From my brief time using PyStan some months back, pickling the fit object seemed to work. However, when I did it, there was a warning message indicating that this was an experimental feature of PyStan, and that to one should unpickle the model associated with the pickled fit object before unpickling the fit object itself.
What I ultimately ended up doing (before switching to RStan) was to pickle certain outputs from the fit object, such as the dictionaries returned from running fit.extract() and fit.get_sampler_params().
You need to import (unpickle) model before the fit object.
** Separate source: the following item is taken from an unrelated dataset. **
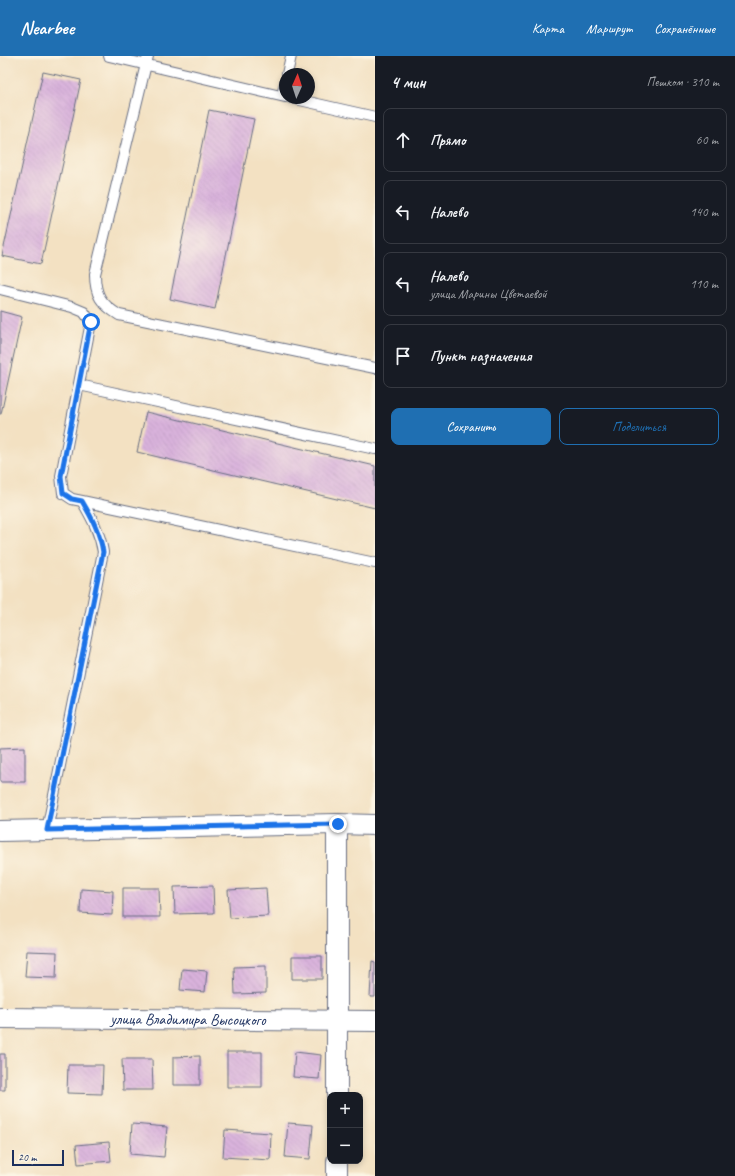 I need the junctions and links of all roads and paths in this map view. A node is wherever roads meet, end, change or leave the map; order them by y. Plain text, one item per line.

So one way to do this is to save the model and the data in a dictionary. This works with python 3.6, where the dictionary is ordered. (use ordered dict or list otherwise)
import pickle
with open("model_fit.pkl", "wb") as f:
pickle.dump({'model' : model, 'fit' : fit}, f, protocol=-1)
# or with a list
# pickle.dump([model, fit], f, protocol=-1)
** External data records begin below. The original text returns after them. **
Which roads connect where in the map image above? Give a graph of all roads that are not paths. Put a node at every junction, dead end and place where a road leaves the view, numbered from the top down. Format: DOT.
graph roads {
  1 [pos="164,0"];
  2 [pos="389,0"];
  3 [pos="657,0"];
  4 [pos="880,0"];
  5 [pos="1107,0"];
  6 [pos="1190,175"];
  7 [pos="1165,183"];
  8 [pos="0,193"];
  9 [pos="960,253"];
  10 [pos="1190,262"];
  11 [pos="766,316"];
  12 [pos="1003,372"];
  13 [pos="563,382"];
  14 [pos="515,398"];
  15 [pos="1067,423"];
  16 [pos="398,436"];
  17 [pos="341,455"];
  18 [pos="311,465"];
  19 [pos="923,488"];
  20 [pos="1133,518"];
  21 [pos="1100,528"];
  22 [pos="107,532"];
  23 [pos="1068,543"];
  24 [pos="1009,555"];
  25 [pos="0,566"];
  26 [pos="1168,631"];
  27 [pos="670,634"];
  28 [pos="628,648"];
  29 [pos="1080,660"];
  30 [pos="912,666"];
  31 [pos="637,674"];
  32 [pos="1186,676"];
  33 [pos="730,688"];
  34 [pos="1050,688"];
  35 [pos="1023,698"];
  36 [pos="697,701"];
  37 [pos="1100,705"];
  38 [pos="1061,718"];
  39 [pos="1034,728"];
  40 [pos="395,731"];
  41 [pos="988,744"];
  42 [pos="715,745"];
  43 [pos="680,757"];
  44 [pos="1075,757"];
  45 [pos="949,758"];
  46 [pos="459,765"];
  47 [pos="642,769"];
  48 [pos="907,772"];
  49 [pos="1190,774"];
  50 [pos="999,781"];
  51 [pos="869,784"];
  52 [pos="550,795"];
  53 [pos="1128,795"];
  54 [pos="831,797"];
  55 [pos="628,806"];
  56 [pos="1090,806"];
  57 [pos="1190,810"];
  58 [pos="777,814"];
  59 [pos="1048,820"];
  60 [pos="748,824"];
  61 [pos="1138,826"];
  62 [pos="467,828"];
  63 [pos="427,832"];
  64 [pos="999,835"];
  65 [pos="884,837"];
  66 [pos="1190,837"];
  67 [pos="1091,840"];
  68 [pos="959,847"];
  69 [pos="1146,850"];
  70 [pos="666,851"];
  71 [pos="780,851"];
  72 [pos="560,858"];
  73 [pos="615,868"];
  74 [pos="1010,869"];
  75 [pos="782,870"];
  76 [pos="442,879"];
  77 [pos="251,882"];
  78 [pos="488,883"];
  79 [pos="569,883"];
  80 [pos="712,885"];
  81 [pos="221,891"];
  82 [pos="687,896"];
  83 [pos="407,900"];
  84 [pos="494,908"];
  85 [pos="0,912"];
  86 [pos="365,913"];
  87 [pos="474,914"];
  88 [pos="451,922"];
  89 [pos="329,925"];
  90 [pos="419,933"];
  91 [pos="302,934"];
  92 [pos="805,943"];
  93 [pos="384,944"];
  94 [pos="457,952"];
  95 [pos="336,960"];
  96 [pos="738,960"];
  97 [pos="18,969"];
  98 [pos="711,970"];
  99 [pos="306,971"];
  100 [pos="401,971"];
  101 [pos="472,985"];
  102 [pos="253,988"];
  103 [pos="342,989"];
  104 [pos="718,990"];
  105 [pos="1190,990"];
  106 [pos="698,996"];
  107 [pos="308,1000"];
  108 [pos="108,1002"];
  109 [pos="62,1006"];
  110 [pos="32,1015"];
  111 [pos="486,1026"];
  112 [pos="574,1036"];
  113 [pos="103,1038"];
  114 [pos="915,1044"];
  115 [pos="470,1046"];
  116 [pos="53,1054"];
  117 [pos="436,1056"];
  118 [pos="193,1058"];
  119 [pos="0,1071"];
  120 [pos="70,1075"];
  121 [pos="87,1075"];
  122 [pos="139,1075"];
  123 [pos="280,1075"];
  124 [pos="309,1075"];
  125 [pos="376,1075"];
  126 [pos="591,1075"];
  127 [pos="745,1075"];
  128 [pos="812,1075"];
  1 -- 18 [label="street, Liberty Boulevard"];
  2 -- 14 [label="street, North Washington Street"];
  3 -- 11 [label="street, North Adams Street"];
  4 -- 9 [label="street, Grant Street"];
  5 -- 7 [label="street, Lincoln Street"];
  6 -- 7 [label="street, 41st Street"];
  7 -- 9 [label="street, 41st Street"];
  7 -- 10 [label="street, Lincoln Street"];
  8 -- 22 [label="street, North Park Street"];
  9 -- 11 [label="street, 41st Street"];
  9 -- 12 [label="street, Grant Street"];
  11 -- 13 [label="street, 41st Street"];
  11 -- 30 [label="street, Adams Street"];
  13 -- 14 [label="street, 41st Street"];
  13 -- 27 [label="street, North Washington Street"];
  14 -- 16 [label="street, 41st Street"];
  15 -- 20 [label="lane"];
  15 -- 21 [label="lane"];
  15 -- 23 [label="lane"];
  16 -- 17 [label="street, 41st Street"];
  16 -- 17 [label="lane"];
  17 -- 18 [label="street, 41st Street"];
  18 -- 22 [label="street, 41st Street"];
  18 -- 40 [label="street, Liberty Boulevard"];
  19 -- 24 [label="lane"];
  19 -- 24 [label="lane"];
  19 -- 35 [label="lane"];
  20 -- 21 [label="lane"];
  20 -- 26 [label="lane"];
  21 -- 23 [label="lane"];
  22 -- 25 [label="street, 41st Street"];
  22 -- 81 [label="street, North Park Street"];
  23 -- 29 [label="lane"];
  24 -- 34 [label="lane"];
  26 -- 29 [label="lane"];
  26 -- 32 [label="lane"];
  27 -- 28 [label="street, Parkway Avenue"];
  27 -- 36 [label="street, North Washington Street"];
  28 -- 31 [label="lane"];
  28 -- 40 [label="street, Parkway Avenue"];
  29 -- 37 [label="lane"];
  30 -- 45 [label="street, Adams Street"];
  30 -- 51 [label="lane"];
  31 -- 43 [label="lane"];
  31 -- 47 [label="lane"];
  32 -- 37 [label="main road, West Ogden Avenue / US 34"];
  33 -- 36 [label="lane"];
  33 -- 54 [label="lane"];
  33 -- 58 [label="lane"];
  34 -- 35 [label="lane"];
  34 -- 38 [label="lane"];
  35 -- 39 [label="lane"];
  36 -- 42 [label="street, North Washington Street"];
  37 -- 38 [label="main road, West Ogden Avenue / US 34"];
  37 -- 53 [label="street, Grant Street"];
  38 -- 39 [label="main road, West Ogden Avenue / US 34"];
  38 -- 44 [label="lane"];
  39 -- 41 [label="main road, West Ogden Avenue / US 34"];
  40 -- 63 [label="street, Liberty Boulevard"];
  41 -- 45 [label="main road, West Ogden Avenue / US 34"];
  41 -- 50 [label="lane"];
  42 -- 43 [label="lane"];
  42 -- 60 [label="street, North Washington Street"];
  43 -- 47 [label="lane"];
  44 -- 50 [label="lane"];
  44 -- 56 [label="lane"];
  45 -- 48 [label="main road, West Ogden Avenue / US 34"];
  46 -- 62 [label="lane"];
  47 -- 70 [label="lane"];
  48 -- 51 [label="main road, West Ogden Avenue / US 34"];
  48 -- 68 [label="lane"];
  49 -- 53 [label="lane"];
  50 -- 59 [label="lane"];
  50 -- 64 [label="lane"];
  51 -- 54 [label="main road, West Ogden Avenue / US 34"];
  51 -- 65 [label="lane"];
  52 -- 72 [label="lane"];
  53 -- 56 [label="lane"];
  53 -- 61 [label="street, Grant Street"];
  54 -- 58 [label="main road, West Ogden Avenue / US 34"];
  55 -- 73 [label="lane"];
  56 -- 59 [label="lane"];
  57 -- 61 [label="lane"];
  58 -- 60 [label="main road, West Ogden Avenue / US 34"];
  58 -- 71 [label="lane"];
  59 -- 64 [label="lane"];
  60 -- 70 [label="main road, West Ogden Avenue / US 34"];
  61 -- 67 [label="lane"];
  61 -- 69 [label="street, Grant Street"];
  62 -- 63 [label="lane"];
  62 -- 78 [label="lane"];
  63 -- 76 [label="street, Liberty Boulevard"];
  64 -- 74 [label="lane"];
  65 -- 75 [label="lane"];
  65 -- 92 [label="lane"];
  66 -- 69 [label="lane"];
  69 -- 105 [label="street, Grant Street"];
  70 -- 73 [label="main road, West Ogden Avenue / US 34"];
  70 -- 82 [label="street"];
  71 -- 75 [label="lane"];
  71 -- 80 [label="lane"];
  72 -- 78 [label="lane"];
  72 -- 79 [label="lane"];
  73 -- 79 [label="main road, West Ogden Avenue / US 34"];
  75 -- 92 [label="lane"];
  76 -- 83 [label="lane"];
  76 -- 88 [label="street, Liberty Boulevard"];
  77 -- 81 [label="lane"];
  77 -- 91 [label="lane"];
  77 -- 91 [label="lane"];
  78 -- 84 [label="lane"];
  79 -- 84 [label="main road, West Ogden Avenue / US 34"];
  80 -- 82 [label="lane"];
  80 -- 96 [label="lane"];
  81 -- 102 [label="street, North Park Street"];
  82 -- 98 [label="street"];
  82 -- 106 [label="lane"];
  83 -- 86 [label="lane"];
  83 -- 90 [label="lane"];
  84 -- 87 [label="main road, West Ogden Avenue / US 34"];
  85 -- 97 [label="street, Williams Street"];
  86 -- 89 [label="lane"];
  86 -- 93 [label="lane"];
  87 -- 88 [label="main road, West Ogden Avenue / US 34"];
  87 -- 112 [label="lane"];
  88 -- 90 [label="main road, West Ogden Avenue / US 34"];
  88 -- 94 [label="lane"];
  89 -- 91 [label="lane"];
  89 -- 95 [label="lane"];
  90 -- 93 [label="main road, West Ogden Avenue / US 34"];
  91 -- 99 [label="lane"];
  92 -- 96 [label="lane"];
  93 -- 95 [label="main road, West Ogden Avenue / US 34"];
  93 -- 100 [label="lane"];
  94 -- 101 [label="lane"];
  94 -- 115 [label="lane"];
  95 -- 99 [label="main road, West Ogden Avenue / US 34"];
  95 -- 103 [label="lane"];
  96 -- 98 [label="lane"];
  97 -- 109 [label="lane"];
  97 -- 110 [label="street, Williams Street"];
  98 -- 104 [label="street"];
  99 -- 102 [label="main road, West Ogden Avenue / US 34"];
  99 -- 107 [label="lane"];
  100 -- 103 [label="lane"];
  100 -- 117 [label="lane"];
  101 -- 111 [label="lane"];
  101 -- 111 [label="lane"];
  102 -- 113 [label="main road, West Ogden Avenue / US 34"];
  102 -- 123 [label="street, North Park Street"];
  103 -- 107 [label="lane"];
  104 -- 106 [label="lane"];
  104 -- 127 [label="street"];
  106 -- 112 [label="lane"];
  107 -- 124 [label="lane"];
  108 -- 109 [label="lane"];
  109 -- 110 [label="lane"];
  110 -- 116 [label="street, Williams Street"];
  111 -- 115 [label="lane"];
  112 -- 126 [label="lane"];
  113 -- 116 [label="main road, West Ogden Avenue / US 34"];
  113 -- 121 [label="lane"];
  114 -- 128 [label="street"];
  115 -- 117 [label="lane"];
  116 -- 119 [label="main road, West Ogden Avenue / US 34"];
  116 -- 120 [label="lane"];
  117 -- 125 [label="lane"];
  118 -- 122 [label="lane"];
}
and then later (with the same os, not cross-platform compatible)
import pickle
with open("model_fit.pkl", "rb") as f:
data_dict = pickle.load(f)
# or with a list
# data_list = pickle.load(f)
fit = data_dict['fit']
# fit = data_list[1]
If you’re talking about saving in Python to open in R, I don’t know if there are any great options, especially if you are aiming to use ShinyStan. You can use Python’s json module to dump dictionaries to JSON files, and then read in those files using the jsonlite R package on CRAN. That may be too limiting, though. There’s also the feather library, but that is for communicating data frames between R and Python, and may also be limiting.
However, if you’re talking about saving in one R session to open in another session, then you can simply save the fit object to a file with saveRDS() and open it with readRDS(). (There are a few functions that don’t work with saved fit objects, though. See here: https://groups.google.com/forum/#!msg/stan-users/XRqaIyh96Lo/mAb6YC4MBwAJ)
I followed this dumping and reading method, but I am facing some weird problem. After saving I can read in the same python session (be it same script, same ipython session or same jupyter notebook). In this successful reading case we get:
Stan model: anon_model_c36d319d3ed03c96dd75853df01607bc
But if Itry to read the pkl file with the same code (as given by you) in a different session (diffeter python script ot jupyter notebook) I get the following error:
ModuleNotFoundError: No module named ‘stanfit4anon_model_c36d319d3ed03c96dd75853df01607bc_7926293176758986504’
Using pickle to save fits is not supported unless the model is also pickled. I’m not sure the warning at the top of the linked documentation page (“This feature is experimental and nothing is guaranteed.”) is strong enough.
This is a known issue and will be resolved in PyStan 3.
If so, why this issue has not been mentioned here (in this thread). Also, do you agree how peculiar this problem is? One can read pkl file in the same session but not in a different session. It requires some time to digest this.
I could not find a code to check installed pystan version. However I could find from the conda list; the pystan version is 2.19.0.0. I exactly followed your code:
with open(“model_fit.pkl”, “wb”) as f:
pickle.dump({‘model’ : model, ‘fit’ : fit}, f, protocol=-1)
# or with a list
# pickle.dump([model, fit], f, protocol=-1)
So, I saved the model. I already mentioned that I could read it perfectly in the same session (be it python script or jupyter notebook). But with a different session (on the same computer/operating system) reading with the same code throws back the error. Also, inthe latter case I find that a random number is added after the correct stanfit4anon_model while reading.
Also checked on another computer with python 3.7 and facing the same issue!
Could you please confirm that on your computer this reading function works without any issue in a different python session? If yes, could you please let me know your pystan, python versions?
These two scripts work perfectly on my computer! But when I do exactly same (while both saving and reading) with my own fitting/sampling, the reading does not work (only when I try to read from a different session). I will try to prepare a minimal working example for this problem.
I am super confused.
Okay, after a detailed look found my problem. I was dumping model code instead of the pystan.StanModel(). The main problem was my erroneous method worked perfectly when I tested in the same jupyter notebook session and I build the whole pipeline. Now I have to change everything. A big thanks to you for all the helps.